Recently we talked about books with guys at work and I was recommended a whole bunch of authors and stories I’d never heard of before (and among other things I discovered that one of my co-workers is extremely well-read). I decided that “why not” and read two novels suggested by two colleagues =)
“The Real Story” is the first book in “The Gap Cycle” written by Stephen R. Donaldson. Apparently, later on the series becomes darker and deeper but “The Real Story” is a very easy-to-read piratical adventure about two space pirates and a woman who’s captured by one of them. The book doesn’t contain any new ideas and doesn’t even describe the world it takes place in. However, Donaldson is a very effective author — the plot flows smoothly and it’s very easy to get hooked. He explained that his idea was to show how characters involved into the famous triangle “a Victim – a Villain – a Rescuer” all change their roles — and that indeed happens but you’ll pay attention to this only if you’re aware of the author’s grand plan. The funny thing is that we observe everything mostly from the Villain’s point of view and even though logically you understand that he’s a bad guy it’s kind of difficult to _not_ sympathize with him when finally his plans ruined and his life is on the verge of destruction. Going to buy the second book — and look forward to finally meet aliens there, I was told that they’re completely inhuman.

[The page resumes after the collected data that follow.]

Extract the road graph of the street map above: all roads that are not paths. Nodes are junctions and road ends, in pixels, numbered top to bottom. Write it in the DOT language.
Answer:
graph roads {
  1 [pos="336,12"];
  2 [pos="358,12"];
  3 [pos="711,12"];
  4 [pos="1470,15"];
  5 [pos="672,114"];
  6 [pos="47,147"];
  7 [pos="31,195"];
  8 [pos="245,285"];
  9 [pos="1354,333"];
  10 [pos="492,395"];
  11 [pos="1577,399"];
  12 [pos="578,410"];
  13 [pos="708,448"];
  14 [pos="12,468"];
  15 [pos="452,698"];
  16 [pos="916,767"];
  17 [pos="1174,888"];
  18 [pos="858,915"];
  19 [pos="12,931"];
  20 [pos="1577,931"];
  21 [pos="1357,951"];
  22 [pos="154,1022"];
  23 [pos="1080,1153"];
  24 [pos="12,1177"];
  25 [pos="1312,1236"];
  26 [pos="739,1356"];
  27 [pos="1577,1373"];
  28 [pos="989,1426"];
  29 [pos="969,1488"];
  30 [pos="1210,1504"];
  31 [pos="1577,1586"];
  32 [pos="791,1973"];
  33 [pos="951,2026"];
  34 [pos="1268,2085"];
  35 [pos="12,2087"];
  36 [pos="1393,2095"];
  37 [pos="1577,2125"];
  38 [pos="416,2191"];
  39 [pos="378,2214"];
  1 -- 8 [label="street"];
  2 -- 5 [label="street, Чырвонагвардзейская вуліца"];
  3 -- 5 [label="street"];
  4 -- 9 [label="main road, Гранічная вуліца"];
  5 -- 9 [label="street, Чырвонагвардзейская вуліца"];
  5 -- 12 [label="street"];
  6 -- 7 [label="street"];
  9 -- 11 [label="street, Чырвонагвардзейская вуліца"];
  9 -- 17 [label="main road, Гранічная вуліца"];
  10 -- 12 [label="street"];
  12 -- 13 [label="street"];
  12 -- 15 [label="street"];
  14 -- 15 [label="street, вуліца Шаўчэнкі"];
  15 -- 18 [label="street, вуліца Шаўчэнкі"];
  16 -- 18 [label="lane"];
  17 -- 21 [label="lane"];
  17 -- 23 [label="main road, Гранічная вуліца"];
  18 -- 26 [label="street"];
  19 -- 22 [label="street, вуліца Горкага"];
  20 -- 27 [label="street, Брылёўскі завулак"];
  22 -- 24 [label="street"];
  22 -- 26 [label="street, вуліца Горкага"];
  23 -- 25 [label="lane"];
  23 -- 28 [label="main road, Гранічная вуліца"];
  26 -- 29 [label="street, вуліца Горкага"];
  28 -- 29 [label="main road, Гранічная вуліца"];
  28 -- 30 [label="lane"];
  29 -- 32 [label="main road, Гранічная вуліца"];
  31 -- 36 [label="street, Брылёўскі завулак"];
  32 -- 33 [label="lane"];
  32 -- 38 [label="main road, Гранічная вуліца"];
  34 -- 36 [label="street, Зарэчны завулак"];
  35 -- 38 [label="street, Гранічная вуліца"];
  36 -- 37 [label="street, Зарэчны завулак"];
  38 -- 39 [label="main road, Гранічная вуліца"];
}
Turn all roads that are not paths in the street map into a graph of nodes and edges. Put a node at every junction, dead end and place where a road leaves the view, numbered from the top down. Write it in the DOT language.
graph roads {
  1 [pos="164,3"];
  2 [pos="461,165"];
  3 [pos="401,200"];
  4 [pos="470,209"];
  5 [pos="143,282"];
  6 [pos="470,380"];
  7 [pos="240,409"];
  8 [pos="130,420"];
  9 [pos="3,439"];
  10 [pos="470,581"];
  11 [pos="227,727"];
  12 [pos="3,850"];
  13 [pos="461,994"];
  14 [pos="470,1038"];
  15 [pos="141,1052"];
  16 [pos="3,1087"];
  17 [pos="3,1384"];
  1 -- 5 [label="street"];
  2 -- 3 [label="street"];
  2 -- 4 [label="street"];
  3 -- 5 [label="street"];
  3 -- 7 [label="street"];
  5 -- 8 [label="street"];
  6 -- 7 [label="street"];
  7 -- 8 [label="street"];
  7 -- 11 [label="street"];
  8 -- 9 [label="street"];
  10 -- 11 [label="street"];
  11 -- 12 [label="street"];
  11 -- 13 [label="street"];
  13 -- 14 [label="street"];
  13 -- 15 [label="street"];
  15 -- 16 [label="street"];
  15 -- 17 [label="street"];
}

“Prey” is a child of Michael Crichton’s imagination, whose the most famous work is “Jurassic Park”. There’s an opinion that Crichton is a “pop scifi” writer and I’d say that “Prey” confirms that. As far as I understood his books follow the scenario where we see some technological and/or biological advancement, then something goes wrong and then the main characters save the day. In the “Prey”‘s case this advancement is nanomachines. The main character is a former programmer (but currently he has to be a stay-at-home dad) and whose spouse is in charge of an unbelievably important project. But the wife’s becoming acting more and more weirdly. Is she cheating on him? Is she on drugs? This part, when the normal life of an average guy is disturbed but disturbed by something relatively ordinary is the best one of the book. Then things become more action-packed and more stupid. Swarms of nanomachines on the wild, their evolution, the attempts of the main character to destroy those swarms (and the main hero is a 40-years old programmer and accompanied by other programmers — a squad less than ideal to destroy whatever, except maybe a couple canisters of beer) — it felt unnatural and, frankly, boring. Also, Crichton was a smart guy and he added a lot of real-life facts in his book. But unfortunately he _added_ and not wove them. It looked as if he had a list of “Things I must mention” while working on the book, which he’s going to use without any consideration how well they’d be integrated. So, as the Warden Twins in Persona 5 usually said “Not terrible but not impressive”.